I suspect that the illness which had him off the field yesterday may still be affecting him. I suspect he’s not quite himself. All over the world, people like me are listening in on the radio, and they’re reading out emails from such people, the latest one being from a lady in Switzerland saying she hopes (reprise) that Tendulkar gets a hundred but England win. Michael J tells me that Australians aren’t so fond of Tendulkar, because of his habit of skipping the more irksome foreign tours, like the one the Indians did in the West Indies, just before coming here.
But … Tendulkar out!!! LBW (see above) to James Anderson, who has now taken three wickets. Glad I don’t now have to explain that. I promise you I put in that bit about Tendulkar not being at his best before he got out.

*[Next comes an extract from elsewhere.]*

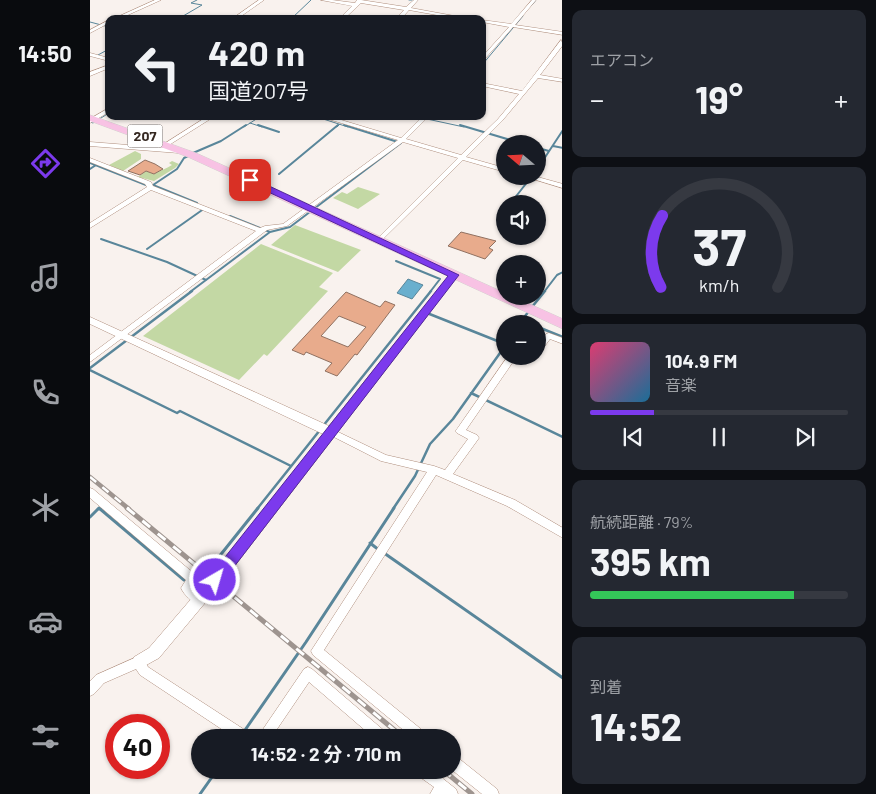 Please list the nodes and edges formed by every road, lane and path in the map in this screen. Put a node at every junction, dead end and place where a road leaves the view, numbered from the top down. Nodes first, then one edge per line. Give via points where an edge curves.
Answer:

Later: India still resisting hard, past 200, still only for 5. India’s captain, the redoubtable Mahendra Singh Dhoni is now batting. The second new ball (new balls do more in the air and are more threatening to batsmen) will probably decide this thing. It’s due in four overs (i.e. twenty four more deliveries). If England don’t then get wickets …
What a game. Am I talking about cricket itself, or merely this game? Both.
LATER: No Tendulkar century, but England win by 196 runs.
FYI, I appreciate the link to your 2003 post explaining the game. I think I understood most of what you are saying!
Michael J tells me that Australians aren’t so fond of Tendulkar, because of his habit of skipping the more irksome foreign tours, like the one the Indians did in the West Indies, just before coming here.
Australians don’t really understand the concept of a “friendly international”, and there is a sense that if a game has international status, you should always field your very best team, always, and that it is disrespectful of the opposition if you don’t do this. Therefore, yes, I was critical of Tendulkar’s decision to miss the West Indies tour, just as I was critical of Andrew Strauss’ decision to be rested for a home series against Bangladesh last year.
However, concluding from this that Australians dislike Tendulkar in any greater sense than being critical of this one decision (which may have been made by team management as much as him personally) is wrong. In general, Australians give him the respect due to a very great player, and as such he is enormously popular when he tours Australia.